# Exercise prompt:
Return every line from the records below in which the word "view" is found.

Collection entries:
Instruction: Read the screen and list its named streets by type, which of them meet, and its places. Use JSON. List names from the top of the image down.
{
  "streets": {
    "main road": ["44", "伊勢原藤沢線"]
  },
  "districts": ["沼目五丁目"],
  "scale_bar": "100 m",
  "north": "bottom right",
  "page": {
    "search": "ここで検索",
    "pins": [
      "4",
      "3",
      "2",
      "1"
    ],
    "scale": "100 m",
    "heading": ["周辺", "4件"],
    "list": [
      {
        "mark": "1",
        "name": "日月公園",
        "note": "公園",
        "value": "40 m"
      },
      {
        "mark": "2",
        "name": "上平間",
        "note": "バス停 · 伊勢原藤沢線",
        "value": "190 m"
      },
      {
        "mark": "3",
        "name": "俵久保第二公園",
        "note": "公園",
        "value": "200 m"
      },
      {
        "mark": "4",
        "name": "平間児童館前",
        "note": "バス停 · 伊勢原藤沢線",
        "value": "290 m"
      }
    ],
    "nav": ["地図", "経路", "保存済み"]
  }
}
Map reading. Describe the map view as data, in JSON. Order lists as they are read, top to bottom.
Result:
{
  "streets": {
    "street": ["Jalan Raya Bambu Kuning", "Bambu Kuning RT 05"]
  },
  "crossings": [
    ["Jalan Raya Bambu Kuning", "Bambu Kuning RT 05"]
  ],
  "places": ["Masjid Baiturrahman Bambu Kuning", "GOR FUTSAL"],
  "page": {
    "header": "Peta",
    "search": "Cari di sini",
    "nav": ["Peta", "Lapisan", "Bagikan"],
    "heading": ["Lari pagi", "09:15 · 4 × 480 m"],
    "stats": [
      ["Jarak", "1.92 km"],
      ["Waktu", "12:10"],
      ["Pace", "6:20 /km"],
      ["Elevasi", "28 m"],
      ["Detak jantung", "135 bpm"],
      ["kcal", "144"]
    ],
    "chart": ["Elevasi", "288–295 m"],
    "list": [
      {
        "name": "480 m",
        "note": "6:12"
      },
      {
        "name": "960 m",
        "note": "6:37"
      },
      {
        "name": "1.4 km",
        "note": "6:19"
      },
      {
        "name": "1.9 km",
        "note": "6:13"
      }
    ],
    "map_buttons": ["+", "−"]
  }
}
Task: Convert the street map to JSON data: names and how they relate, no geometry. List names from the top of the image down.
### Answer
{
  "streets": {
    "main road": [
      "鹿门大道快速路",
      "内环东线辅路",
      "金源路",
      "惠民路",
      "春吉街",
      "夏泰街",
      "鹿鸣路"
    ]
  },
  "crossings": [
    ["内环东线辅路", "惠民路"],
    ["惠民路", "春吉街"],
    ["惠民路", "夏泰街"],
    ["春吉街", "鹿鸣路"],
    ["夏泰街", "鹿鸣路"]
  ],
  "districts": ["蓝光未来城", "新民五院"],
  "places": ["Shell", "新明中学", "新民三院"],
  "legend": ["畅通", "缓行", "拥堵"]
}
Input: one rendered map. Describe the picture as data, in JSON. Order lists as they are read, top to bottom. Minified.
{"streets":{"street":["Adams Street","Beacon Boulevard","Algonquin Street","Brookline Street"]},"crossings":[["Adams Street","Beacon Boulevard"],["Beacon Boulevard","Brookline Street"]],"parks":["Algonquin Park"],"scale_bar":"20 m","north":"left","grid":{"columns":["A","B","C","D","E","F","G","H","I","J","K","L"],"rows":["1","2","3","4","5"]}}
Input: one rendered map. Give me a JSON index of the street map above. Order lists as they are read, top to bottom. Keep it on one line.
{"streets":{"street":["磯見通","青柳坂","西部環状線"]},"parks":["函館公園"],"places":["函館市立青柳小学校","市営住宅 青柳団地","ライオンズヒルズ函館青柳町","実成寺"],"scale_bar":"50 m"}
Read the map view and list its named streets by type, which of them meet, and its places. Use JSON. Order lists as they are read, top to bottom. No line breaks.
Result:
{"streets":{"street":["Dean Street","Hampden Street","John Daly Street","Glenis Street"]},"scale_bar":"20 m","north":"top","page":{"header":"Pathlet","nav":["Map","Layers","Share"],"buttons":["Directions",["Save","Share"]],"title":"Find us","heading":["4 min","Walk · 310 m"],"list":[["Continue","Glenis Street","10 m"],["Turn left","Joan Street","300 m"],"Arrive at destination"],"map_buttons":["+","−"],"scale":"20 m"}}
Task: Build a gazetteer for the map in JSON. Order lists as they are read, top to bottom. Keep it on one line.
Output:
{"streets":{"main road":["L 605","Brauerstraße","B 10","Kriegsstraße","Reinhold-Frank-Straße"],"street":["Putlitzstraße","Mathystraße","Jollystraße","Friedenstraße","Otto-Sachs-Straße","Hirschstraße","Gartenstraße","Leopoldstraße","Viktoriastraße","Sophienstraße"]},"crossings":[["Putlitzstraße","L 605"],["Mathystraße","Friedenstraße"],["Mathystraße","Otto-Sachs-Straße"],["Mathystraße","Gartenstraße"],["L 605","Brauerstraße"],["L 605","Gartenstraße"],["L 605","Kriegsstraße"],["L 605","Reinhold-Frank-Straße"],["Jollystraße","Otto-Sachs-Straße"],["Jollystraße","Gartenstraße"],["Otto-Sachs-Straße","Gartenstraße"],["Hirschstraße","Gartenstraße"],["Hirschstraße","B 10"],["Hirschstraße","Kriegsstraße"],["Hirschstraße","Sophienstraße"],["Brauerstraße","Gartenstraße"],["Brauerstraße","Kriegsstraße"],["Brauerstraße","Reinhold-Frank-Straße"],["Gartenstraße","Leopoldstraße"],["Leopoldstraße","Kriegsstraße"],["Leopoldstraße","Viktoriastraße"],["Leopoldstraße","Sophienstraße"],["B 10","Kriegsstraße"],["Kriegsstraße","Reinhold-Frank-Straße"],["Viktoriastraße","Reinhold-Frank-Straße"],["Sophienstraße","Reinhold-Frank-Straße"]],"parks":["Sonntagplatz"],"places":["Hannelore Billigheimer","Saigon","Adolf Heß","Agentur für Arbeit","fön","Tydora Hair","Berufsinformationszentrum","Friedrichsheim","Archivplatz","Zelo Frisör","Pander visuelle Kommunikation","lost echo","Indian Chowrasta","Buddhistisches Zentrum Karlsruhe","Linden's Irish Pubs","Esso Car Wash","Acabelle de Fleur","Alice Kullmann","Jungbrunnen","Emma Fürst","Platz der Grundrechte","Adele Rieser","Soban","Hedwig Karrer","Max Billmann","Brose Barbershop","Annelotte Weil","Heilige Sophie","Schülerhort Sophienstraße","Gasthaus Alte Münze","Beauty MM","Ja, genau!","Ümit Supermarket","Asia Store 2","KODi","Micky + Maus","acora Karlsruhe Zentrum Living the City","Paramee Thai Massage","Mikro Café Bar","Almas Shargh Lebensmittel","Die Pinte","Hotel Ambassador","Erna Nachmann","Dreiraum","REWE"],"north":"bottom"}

# Result:
Map reading. Describe the map view as data, in JSON. Order lists as they are read, top to bottom.
Read the map view and list its named streets by type, which of them meet, and its places. Use JSON. Order lists as they are read, top to bottom. No line breaks.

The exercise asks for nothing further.